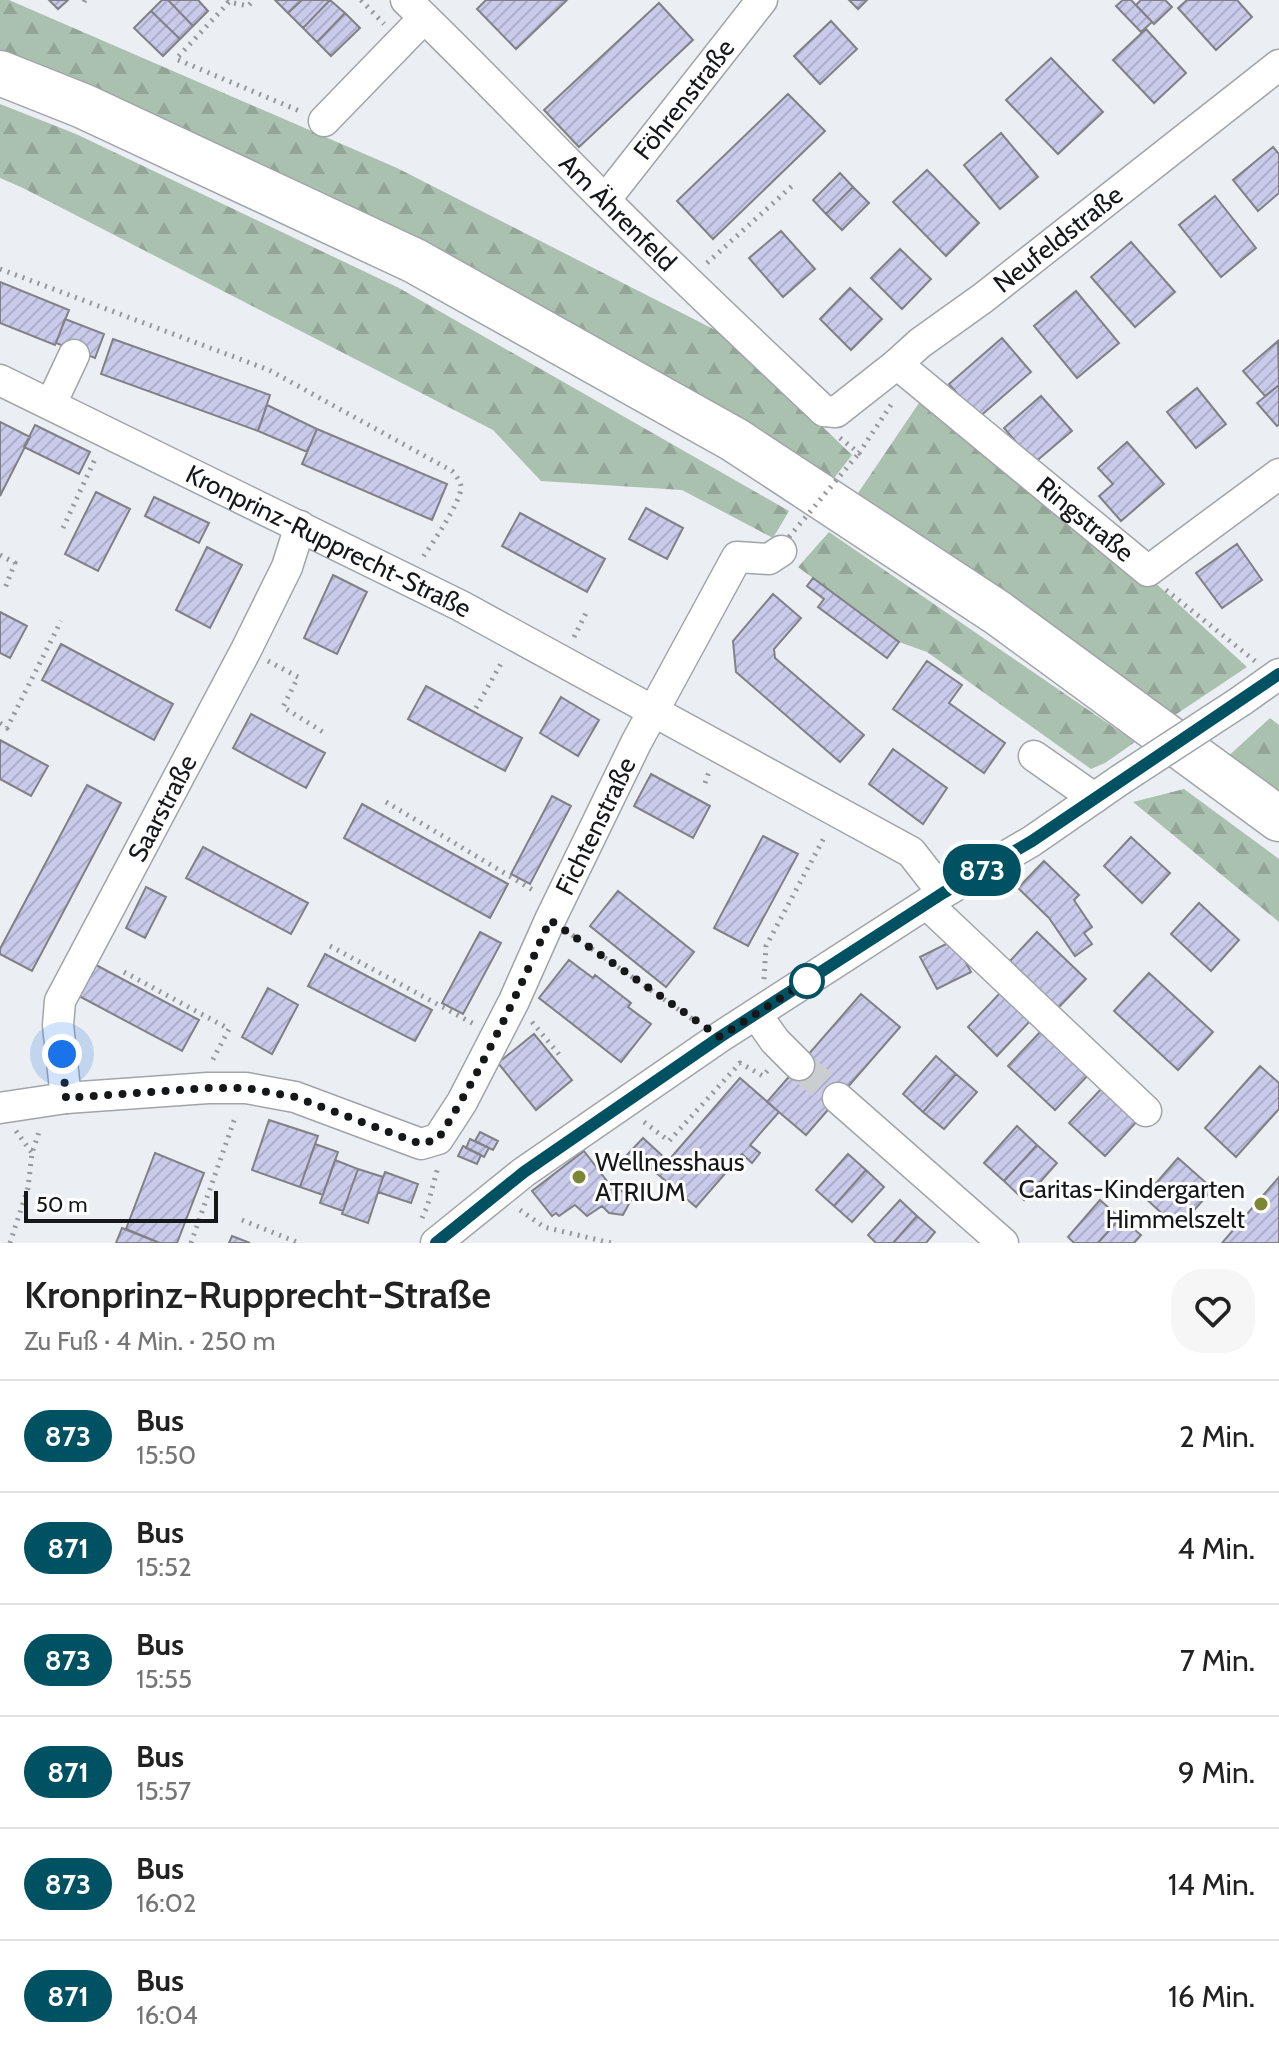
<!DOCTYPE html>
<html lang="de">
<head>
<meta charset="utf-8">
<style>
  body { margin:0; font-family:Cabin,sans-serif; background:#f6f6f6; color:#222; height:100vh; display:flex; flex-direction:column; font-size:30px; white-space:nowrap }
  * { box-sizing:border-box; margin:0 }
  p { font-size:26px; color:#767676 }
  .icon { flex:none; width:44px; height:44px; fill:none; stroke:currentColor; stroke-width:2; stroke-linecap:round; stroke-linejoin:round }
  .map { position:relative; height:1243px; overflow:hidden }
  .drawer { display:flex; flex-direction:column; background:#fff; flex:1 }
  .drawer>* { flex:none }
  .badge { padding:0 16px; border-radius:26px; font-size:28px; line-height:52px }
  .scale { position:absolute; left:24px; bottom:20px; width:194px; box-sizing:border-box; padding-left:8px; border:4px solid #161719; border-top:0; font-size:22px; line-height:28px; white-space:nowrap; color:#161719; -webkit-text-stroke:6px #fff; paint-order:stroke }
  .you { position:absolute; width:40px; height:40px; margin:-20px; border:6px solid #fff; border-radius:50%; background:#1a73e8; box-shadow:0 0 0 12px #1a73e833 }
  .map>.badge { position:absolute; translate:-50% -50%; box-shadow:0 0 0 4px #fff }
  .round { display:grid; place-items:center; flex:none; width:84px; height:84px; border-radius:32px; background:#f6f6f6 }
  .summary { display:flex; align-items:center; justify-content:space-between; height:136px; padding:0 24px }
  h1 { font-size:38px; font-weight:600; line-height:60px }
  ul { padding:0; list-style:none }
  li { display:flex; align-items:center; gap:24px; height:112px; padding:0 24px; border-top:2px solid #e0e0e0 }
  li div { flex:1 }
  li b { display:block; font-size:30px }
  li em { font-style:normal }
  li .badge { min-width:88px; font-weight:700; text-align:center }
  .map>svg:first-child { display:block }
  .forest { fill:url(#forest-firs) }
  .building { fill:url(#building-hatch); stroke:#818185; stroke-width:2 }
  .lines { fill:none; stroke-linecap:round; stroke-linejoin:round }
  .minor-tunnel { stroke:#cbced1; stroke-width:30; stroke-dasharray:30 15; stroke-linecap:butt }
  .minor-casing { stroke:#a1a4a8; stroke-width:33 }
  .highway-casing { stroke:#a1a4a8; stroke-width:47 }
  .path { stroke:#96989b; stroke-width:5; stroke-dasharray:2 6; stroke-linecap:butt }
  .minor { stroke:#fff; stroke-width:30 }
  .highway { stroke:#fff; stroke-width:44 }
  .minor-bridge-casing { stroke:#a1a4a8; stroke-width:33; stroke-linecap:butt }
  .path-bridge { stroke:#96989b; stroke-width:5; stroke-dasharray:2 6; stroke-linecap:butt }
  .minor-bridge { stroke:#fff; stroke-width:30 }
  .line-casing { stroke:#fff; stroke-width:18 }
  .line { stroke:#005262; stroke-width:12 }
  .walk { stroke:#161719; stroke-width:8; stroke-dasharray:0 14.4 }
  .stop-dot { fill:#fff; stroke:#005262; stroke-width:4 }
  .poi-dot { fill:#7c8633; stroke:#fff; stroke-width:3 }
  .labels { text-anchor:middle; stroke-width:6; stroke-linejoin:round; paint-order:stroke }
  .street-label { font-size:26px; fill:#161719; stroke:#fff }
  .poi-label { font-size:26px; fill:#161719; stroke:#fff; text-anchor:start }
</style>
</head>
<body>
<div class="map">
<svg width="1279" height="1243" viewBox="0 0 1279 1243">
  <defs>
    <pattern id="forest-firs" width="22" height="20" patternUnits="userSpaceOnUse" patternTransform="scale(2)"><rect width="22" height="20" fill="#aac1b0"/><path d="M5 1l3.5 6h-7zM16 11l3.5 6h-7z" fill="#92a597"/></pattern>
    <pattern id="building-hatch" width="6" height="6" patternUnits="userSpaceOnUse" patternTransform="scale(2)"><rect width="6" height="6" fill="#cacbeb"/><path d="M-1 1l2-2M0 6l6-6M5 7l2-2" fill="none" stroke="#adaec9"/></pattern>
  </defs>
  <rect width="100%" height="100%" fill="#ebeef2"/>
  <path class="forest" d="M0 0H9L397 168 729 337 852 455 831 482 0 57Z
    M0 104 76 134 399 288 789 511 773 538 682 490 541 481 493 430 23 188 0 178Z
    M921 400 1150 578 1247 667 1172 717 856 496Z
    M829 532 1135 742 1105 763 1091 769 927 652 899 642 798 567Z
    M1270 718 1279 725V799L1224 760Z
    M1184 789 1279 859V922L1133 802Z"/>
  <path class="building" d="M49 0H68L58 9Z
    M162 0H168L193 26 180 39 151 11Z
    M168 0H198L208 11 193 26Z
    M275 0H302L288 13Z
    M302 0H330L303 28 288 13Z
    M330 0 345 13 317 42 303 28Z
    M486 0H567L516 49 477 9Z
    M849 0H867L858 9Z
    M1123 0H1131L1152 22 1141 32 1116 6Z
    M1141 0H1165L1172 7 1154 24 1136 5Z
    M1187 0H1237L1252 17 1216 50 1178 8Z
    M659 3 693 40 579 147 544 110Z
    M151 11 180 39 163 56 134 28Z
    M345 13 360 28 331 56 317 42Z
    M831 21 857 49 820 84 794 56Z
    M1146 29 1186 73 1154 103 1113 60Z
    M1051 58 1103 112 1058 154 1006 100Z
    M788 94 825 131 713 239 677 201Z
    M1001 133 1038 177 1000 209 964 165Z
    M1273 147 1279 154V193L1258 211 1233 180Z
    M927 170 979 223 946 256 893 202Z
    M840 173 853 187 826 214 813 200Z
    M853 187 869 203 842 230 826 214Z
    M1215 196 1256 248 1221 277 1179 225Z
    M781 231 815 269 783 297 749 258Z
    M1131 242 1175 292 1135 327 1091 277Z
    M900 249 931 279 902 309 871 278Z
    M0 282 69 310 55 345 0 323Z
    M850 288 882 319 851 350 820 319Z
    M1076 291 1119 343 1077 378 1034 326Z
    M65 319 104 334 95 358 56 343Z
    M1002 338 1031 372 978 418 949 384Z
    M113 339 270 395 258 431 101 374Z
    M1278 341 1279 385 1265 396 1243 371Z
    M1279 385V425L1277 426 1257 403Z
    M1197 388 1226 424 1196 448 1167 412Z
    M1041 396 1072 431 1034 463 1004 428Z
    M267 405 317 429 307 452 258 431Z
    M0 422 30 437 0 496Z
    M35 425 90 452 79 474 24 447Z
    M317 429 447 484 432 520 302 464Z
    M1127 442 1164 484 1121 521 1099 496 1113 484 1098 468Z
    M96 492 130 509 98 571 65 554Z
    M154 497 209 523 199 543 145 516Z
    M646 508 683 528 667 559 629 539Z
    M520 513 605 559 587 592 502 546Z
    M1237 544 1262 580 1222 608 1196 573Z
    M207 547 242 565 210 628 176 610Z
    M333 575 367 592 337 654 304 638Z
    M813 578 899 642 887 658 818 607 824 599 807 586Z
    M773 594 801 618 774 649 775 658 864 735 840 762 736 672 733 641Z
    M0 612 27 626 10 658 0 653Z
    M61 644 173 704 154 740 42 680Z
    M927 661 962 685 949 703 1005 743 984 773 893 709Z
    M426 686 522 738 505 771 408 719Z
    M561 697 599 720 578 756 540 733Z
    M251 714 325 753 306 788 233 748Z
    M0 740 48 766 31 796 0 779Z
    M893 749 947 788 923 824 869 784Z
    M651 774 710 806 693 838 634 806Z
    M87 785 121 803 32 971 0 954V949Z
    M552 796 571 806 530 884 511 874Z
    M362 804 508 884 490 918 344 838Z
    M763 836 798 854 748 946 714 928Z
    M1131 837 1170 873 1142 903 1104 866Z
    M203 847 308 903 291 934 186 878Z
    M1044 861 1079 895 1074 900 1092 927 1084 933 1092 944 1075 956 1049 918 1018 888Z
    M146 887 166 897 145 938 126 928Z
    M618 891 694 952 666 987 590 926Z
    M1199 903 1239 940 1211 971 1171 934Z
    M480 932 501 943 463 1014 442 1003Z
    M1037 932 1086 979 1058 1008 1010 961Z
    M954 940 971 972 937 989 920 957Z
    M325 954 432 1010 415 1041 308 986Z
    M569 960 593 978 595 975 631 1003 628 1007 651 1024 621 1062 539 998Z
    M96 965 199 1020 182 1051 79 996Z
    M1149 973 1213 1032 1178 1070 1114 1011Z
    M268 988 298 1005 272 1054 242 1037Z
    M1002 991 1031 1020 997 1056 968 1027Z
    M861 994 900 1027 806 1135 767 1102Z
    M1043 1029 1090 1073 1055 1110 1008 1066Z
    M534 1034 572 1080 536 1110 498 1063Z
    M936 1056 956 1074 923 1112 903 1094Z
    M1260 1066 1279 1083V1109L1236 1157 1205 1128Z
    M956 1074 977 1092 944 1129 923 1112Z
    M740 1078 779 1112 750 1145 760 1153 752 1163 742 1154 696 1207 647 1165 643 1170 627 1155 643 1138 668 1161Z
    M1104 1086 1139 1119 1105 1156 1069 1123Z
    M269 1120 318 1136 300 1187 252 1170Z
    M1017 1126 1037 1145 1004 1181 984 1163Z
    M480 1132 498 1141 493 1150 475 1141Z
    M470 1139 489 1148 484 1157 466 1148Z
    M315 1144 338 1152 323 1195 300 1187Z
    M1037 1145 1057 1163 1024 1200 1004 1181Z
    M463 1146 481 1155 477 1164 458 1156Z
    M584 1151 607 1181 632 1198 623 1215 609 1213 602 1206 587 1216 575 1205 559 1216 556 1213 552 1216 532 1191Z
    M155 1153 204 1173 177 1243H160L126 1229Z
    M848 1154 866 1170 834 1206 816 1190Z
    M1178 1158 1213 1189 1178 1228 1144 1197Z
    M335 1160 358 1169 343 1211 320 1203Z
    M358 1169 383 1177 368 1223 342 1214Z
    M866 1170 884 1187 852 1222 834 1206Z
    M385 1172 418 1184 411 1203 378 1192Z
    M1279 1177V1243H1222Z
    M900 1200 917 1216 893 1243H876L868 1235Z
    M1100 1200 1120 1218 1098 1243H1074L1068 1237Z
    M917 1216 935 1232 926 1243H893Z
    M1120 1218 1141 1235 1134 1243H1098Z
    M122 1228 147 1238 160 1243H116Z
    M232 1236 250 1243H229Z"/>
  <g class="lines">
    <path class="minor-tunnel" d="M799 1065 838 1098"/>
    <g class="minor-casing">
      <g id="minor">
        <path id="s1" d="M406 0C474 65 538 133 604 199 676 272 750 341 824 411L836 412 897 364 920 343 983 298 1279 65"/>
        <path d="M324 121 424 18"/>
        <path id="s2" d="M605 200 762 0"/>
        <path id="s3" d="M897 364 1148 571 1279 474"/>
        <path id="s4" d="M0 380 461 606 911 852 943 893"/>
        <path d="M51 404 74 355"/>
        <path d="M1241 701 1279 674"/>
        <path d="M1034 756 1094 798"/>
        <path d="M927 904 1146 1111"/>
        <path d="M756 1014 775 1041 799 1065"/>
        <path id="s5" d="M66 1098 58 1025 60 1001 246 650 287 567 300 526"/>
        <path d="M838 1098 1003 1243"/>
        <path id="s6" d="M0 1108 66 1098 208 1088H246L295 1097 421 1144 438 1139 462 1102 514 1001 550 920 636 743 737 557 769 559 781 551"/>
        <path d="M436 1243 524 1172 720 1037 943 893 1032 841 1120 780"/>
      </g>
    </g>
    <g class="highway-casing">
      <path id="highway" d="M0 73 83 106 415 261 735 440 998 613 1279 819"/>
    </g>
    <path class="path" d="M227 0 229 2 248 6 254 0
      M361 0 384 24
      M84 2 85 0
      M229 2 176 59 302 112
      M707 263 792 186
      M0 269 269 370 452 471C456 476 461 481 461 488 460 503 432 544 423 557
      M840 438 859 453 891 405
      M63 528 96 457
      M0 555 15 563 5 588
      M1166 590 1255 661
      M574 637 588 609
      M268 661 298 677 283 707 326 734
      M476 708 503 660
      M0 723 7 728 61 621
      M705 783 710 769
      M386 802 536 892
      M572 935 695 1021
      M330 946 474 1024
      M124 972 229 1029 212 1061
      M764 979 766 946 825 836
      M532 1022 562 1058
      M644 1122 669 1141 740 1063 763 1076 769 1069
      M16 1131 32 1153
      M520 1210 544 1227 611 1243
      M422 1218 427 1207 438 1167
      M242 1220 299 1243
      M10 1243 28 1188 32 1153 40 1129
      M191 1243 236 1115"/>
    <use href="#minor" class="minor"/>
    <use href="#highway" class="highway"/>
    <g class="minor-bridge-casing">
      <path id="minor-bridge" d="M1120 780 1241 701"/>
    </g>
    <path class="path-bridge" d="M789 537 859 453"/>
    <use href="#minor-bridge" class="minor-bridge"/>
  </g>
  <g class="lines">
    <g class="line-casing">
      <path id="line" d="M436 1243 524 1172 720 1037 943 893 1032 841 1279 674"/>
    </g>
    <use href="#line" class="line"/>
    <path class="walk" d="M62 1054 66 1098 208 1088H246L295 1097 421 1144 438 1139C482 1070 517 995 550 920L720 1037 807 981"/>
  </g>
  <circle class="stop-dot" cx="807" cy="981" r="16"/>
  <g class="poi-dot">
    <circle cx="579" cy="1177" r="8"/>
    <circle cx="1261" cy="1204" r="8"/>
  </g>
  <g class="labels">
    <g class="street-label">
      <text dy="9" stroke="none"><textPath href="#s2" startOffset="128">Föhrenstraße</textPath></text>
      <text dy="9" stroke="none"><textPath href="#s1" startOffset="300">Am Ährenfeld</textPath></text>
      <text dy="9" stroke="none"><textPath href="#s1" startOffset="880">Neufeldstraße</textPath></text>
      <text dy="9" stroke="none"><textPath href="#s3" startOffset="244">Ringstraße</textPath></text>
      <text dy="9" stroke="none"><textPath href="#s4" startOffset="366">Kronprinz-Rupprecht-Straße</textPath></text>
      <text dy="9" stroke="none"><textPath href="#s5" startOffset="316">Saarstraße</textPath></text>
      <text dy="9" stroke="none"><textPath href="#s6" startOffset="800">Fichtenstraße</textPath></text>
    </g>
    <g class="poi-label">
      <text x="595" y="1171">Wellnesshaus<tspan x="595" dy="30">ATRIUM</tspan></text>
      <text x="1245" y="1198" text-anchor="end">Caritas-Kindergarten<tspan x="1245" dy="30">Himmelszelt</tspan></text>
    </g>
  </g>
</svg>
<div class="scale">50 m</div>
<div class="you" style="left:62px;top:1054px"></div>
<b class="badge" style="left:982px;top:870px;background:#005262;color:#fff">873</b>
</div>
<section class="drawer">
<div class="summary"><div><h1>Kronprinz-Rupprecht-Straße</h1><p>Zu Fuß · 4 Min. · 250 m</p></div><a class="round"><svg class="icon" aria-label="heart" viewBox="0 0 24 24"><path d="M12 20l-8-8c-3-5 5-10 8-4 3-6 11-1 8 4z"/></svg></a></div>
<ul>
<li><span class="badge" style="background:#005262;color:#fff">873</span><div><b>Bus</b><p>15:50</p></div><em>2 Min.</em></li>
<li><span class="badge" style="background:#005262;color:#fff">871</span><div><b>Bus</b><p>15:52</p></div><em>4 Min.</em></li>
<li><span class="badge" style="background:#005262;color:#fff">873</span><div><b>Bus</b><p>15:55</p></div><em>7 Min.</em></li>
<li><span class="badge" style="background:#005262;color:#fff">871</span><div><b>Bus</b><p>15:57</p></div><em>9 Min.</em></li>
<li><span class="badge" style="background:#005262;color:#fff">873</span><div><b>Bus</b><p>16:02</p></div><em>14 Min.</em></li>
<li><span class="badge" style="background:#005262;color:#fff">871</span><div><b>Bus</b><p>16:04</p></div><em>16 Min.</em></li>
</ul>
</section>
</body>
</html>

▶ _WORK INSTRUCTION_: Check the listing above for "linejoin". Show every line where it turns up.

▶ _SOLUTION_:
  .icon { flex:none; width:44px; height:44px; fill:none; stroke:currentColor; stroke-width:2; stroke-linecap:round; stroke-linejoin:round }
  .lines { fill:none; stroke-linecap:round; stroke-linejoin:round }
  .labels { text-anchor:middle; stroke-width:6; stroke-linejoin:round; paint-order:stroke }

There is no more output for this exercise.